* Requirement
The lines of the records that include "Sunset" should all be copied.

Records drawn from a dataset
•••••

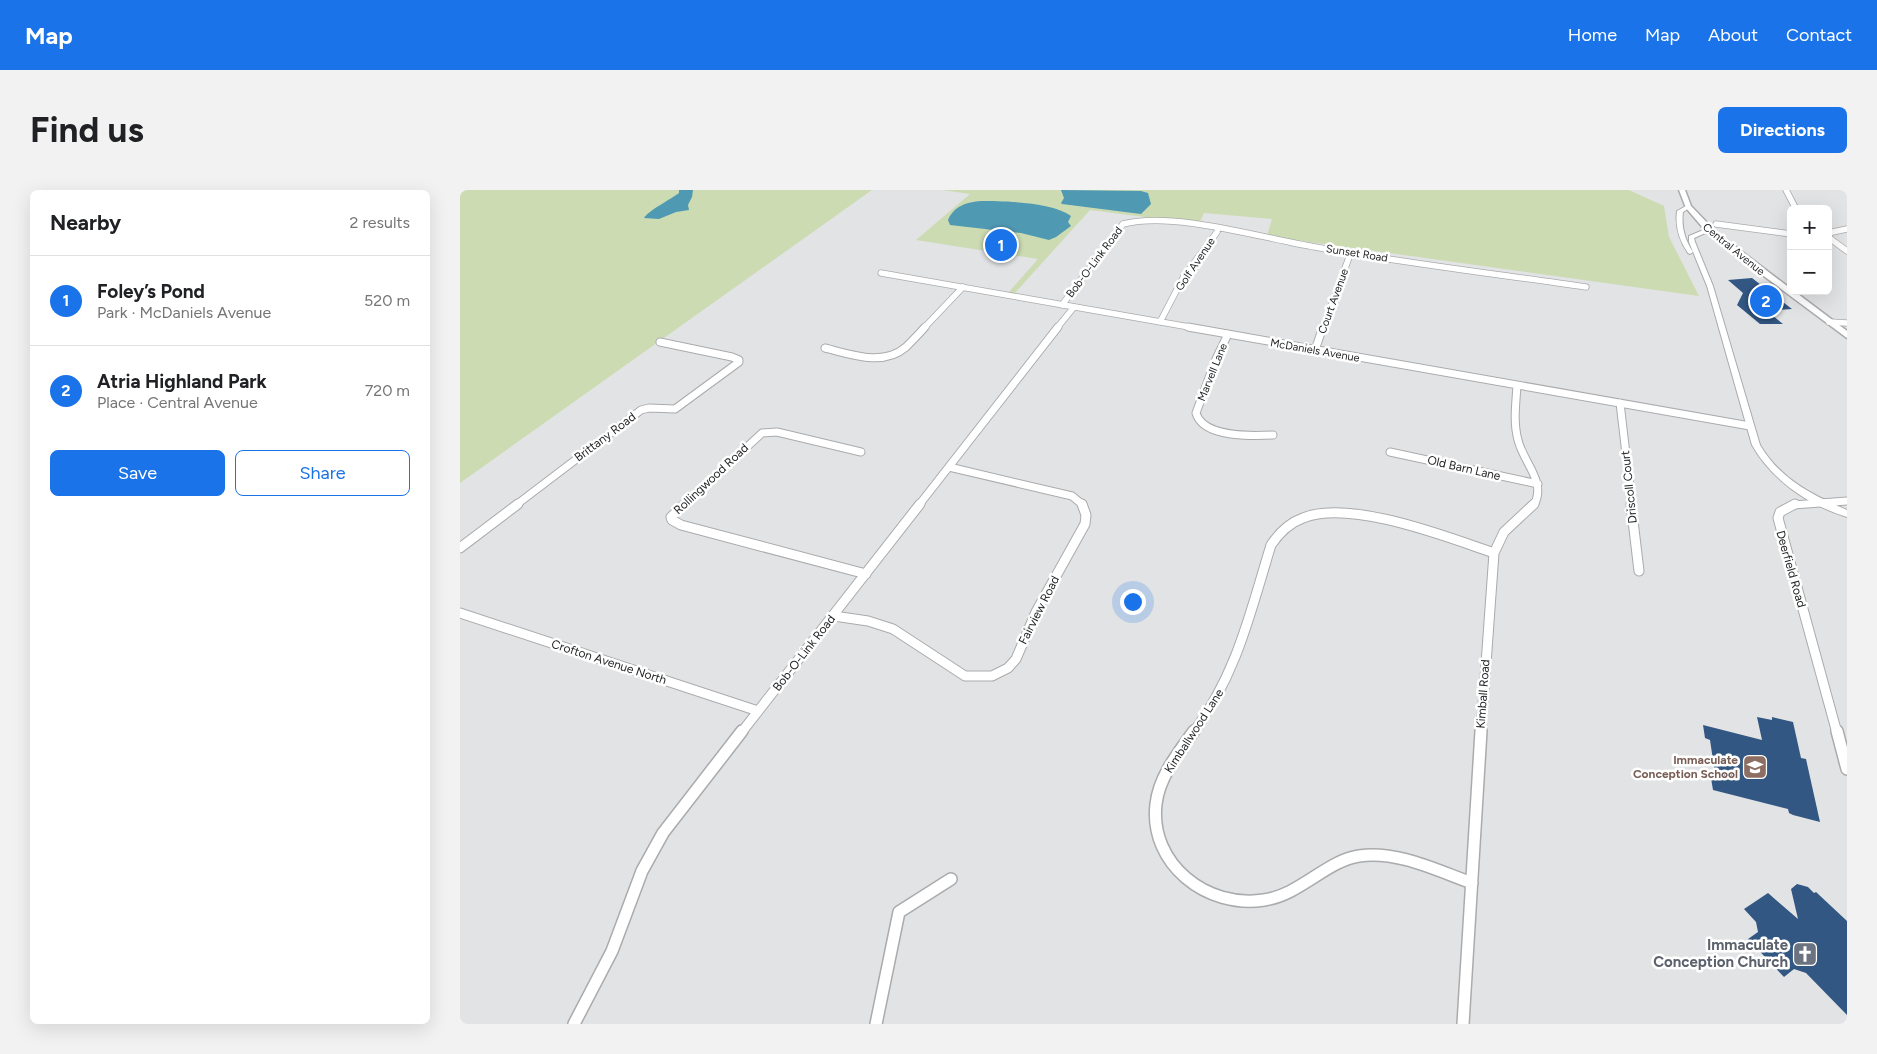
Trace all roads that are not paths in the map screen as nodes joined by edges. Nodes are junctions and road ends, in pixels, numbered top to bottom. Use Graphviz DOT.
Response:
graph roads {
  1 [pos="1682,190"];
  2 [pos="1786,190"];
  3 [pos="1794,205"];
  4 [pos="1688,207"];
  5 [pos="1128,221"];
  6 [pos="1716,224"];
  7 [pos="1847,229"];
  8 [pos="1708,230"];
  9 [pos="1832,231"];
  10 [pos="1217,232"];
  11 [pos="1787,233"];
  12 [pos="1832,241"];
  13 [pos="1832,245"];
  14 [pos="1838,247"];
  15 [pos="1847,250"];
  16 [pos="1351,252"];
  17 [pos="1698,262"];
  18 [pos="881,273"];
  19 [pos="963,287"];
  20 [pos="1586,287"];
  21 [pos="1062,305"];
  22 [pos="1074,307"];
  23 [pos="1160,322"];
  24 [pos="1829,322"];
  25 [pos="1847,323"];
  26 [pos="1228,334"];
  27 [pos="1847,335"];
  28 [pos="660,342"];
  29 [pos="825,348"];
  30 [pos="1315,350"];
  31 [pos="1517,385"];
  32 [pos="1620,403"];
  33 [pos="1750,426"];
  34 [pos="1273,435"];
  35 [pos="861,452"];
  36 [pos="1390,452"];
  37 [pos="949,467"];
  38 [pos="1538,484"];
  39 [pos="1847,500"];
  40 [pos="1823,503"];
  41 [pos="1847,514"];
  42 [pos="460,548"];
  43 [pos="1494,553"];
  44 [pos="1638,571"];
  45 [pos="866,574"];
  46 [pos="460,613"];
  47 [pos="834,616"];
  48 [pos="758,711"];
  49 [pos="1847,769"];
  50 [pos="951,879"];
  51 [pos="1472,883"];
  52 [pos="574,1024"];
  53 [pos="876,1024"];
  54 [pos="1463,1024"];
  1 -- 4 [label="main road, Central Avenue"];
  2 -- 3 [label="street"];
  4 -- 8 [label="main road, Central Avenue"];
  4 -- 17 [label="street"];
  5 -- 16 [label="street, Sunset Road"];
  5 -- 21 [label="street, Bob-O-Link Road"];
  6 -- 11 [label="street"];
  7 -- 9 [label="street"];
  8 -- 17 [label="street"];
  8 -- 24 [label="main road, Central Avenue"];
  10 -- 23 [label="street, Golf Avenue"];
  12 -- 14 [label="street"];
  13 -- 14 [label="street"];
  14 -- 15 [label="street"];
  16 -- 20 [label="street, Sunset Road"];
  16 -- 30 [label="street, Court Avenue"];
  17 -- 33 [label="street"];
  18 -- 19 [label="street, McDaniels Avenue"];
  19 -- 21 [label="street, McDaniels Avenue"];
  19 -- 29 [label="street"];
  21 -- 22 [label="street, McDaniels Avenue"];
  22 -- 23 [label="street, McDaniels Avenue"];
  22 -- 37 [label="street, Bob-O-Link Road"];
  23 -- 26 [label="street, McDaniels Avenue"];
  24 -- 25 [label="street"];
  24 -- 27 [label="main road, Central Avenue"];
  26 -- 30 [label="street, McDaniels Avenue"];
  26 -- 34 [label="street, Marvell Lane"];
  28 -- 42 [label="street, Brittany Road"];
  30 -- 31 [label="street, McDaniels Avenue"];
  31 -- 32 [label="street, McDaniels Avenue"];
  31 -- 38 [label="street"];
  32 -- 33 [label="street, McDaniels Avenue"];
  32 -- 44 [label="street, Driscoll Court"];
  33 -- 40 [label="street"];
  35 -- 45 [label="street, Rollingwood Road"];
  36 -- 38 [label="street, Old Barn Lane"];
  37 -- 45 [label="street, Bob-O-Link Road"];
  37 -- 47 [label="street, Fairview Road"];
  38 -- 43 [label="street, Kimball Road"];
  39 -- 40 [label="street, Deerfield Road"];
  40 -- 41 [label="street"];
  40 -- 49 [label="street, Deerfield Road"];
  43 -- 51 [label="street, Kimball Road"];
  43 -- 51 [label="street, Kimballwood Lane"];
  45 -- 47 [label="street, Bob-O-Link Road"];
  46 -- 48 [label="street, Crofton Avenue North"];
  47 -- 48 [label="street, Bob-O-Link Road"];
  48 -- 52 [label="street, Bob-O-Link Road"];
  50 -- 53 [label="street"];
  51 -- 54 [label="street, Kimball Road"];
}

•••••

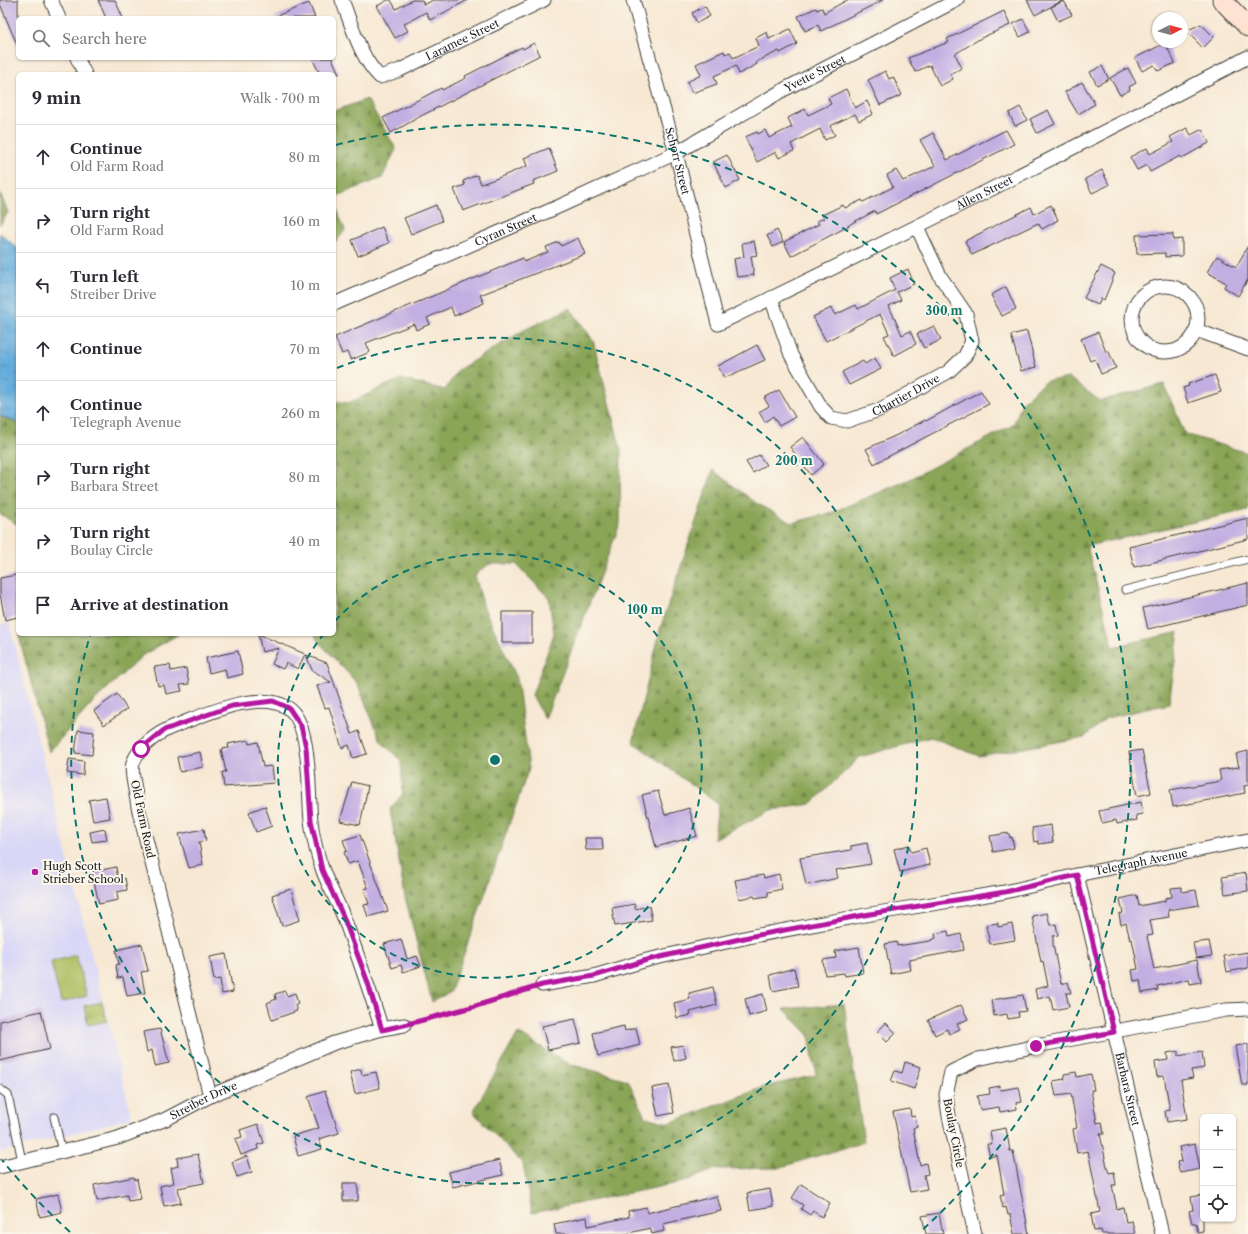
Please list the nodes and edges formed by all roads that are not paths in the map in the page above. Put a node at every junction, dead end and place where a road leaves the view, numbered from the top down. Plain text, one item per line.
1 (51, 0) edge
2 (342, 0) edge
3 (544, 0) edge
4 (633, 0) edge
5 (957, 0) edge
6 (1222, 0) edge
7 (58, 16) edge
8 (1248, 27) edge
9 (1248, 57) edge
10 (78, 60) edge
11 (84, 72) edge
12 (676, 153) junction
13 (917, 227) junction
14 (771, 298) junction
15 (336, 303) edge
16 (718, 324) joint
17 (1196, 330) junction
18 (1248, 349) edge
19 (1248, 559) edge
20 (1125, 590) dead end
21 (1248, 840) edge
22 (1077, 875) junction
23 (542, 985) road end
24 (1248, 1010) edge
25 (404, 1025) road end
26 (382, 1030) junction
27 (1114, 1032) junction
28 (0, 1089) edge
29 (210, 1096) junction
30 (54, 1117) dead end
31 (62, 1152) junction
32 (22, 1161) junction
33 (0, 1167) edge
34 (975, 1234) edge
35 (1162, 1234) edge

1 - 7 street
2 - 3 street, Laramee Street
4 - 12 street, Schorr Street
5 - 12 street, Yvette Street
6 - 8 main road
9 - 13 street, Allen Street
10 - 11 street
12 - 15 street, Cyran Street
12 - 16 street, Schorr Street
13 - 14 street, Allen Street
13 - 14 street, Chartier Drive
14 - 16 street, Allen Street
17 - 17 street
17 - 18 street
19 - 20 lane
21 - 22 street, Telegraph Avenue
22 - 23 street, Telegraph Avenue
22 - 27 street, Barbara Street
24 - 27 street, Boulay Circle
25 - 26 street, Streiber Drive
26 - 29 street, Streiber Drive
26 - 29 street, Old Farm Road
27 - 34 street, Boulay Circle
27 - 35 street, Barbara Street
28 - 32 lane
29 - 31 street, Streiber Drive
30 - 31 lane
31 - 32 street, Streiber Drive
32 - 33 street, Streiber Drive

•••••

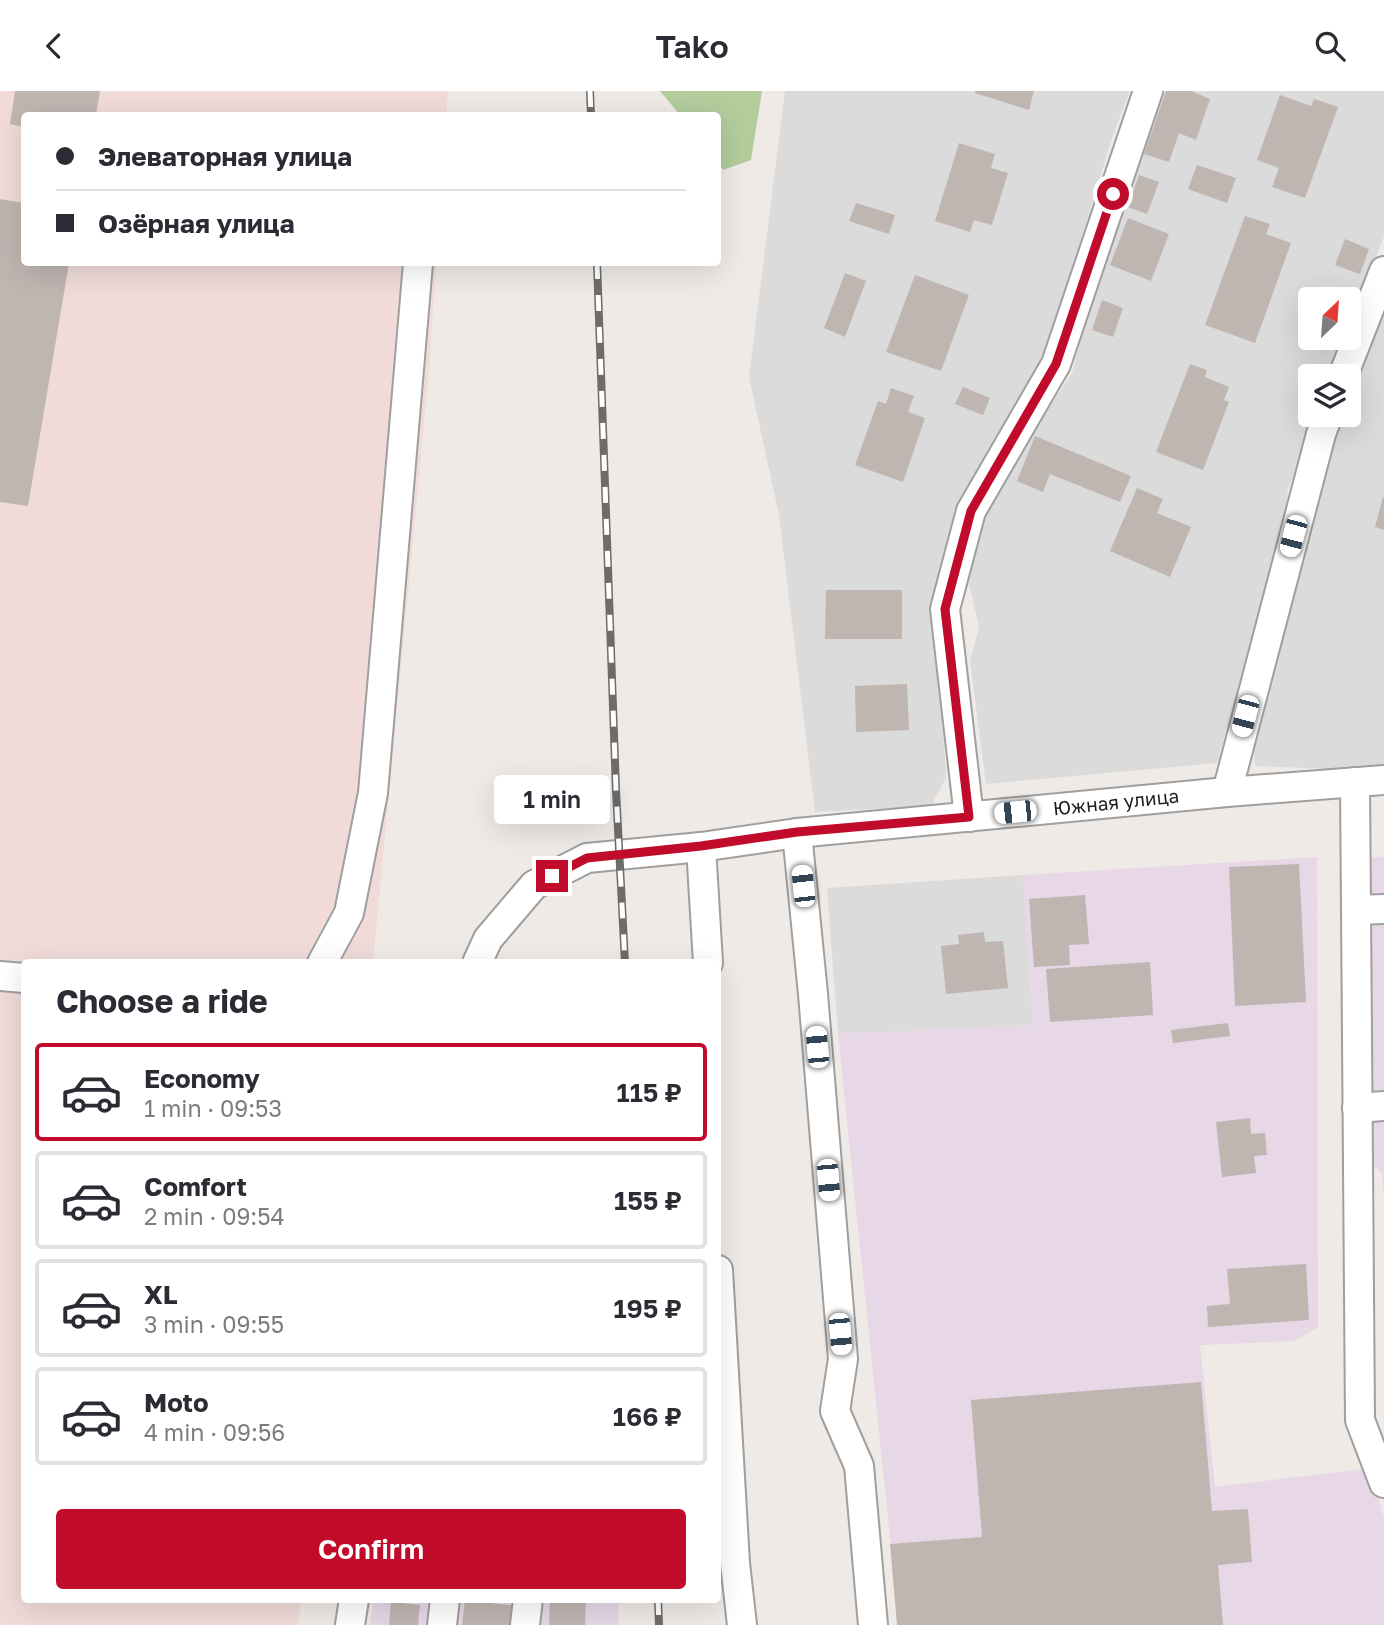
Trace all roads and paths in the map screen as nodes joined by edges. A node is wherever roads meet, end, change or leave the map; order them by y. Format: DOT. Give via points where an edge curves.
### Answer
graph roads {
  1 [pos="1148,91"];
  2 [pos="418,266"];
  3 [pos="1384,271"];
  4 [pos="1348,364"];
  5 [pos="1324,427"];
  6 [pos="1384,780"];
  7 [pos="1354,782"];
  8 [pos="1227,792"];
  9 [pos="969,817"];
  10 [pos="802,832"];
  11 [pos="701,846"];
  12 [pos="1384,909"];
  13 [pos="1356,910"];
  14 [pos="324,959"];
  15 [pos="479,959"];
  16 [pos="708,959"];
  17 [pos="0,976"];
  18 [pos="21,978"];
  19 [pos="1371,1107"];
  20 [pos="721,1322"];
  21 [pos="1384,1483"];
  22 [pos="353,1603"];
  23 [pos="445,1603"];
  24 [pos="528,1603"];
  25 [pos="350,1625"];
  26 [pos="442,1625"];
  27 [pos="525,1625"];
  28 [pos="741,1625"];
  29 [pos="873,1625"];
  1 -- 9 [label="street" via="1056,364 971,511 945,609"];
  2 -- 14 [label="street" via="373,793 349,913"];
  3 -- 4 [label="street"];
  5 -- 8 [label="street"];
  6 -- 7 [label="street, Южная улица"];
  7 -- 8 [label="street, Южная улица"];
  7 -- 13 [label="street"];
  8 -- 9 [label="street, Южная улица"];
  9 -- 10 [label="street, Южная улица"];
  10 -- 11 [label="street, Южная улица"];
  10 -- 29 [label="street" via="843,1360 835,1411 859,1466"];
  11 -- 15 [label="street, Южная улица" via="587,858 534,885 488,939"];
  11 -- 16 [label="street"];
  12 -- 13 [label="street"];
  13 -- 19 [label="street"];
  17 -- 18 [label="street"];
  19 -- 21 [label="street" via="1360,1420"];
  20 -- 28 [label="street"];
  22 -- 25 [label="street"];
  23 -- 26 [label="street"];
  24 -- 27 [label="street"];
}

•••••

* Output for this task
  5 -- 16 [label="street, Sunset Road"];
  16 -- 20 [label="street, Sunset Road"];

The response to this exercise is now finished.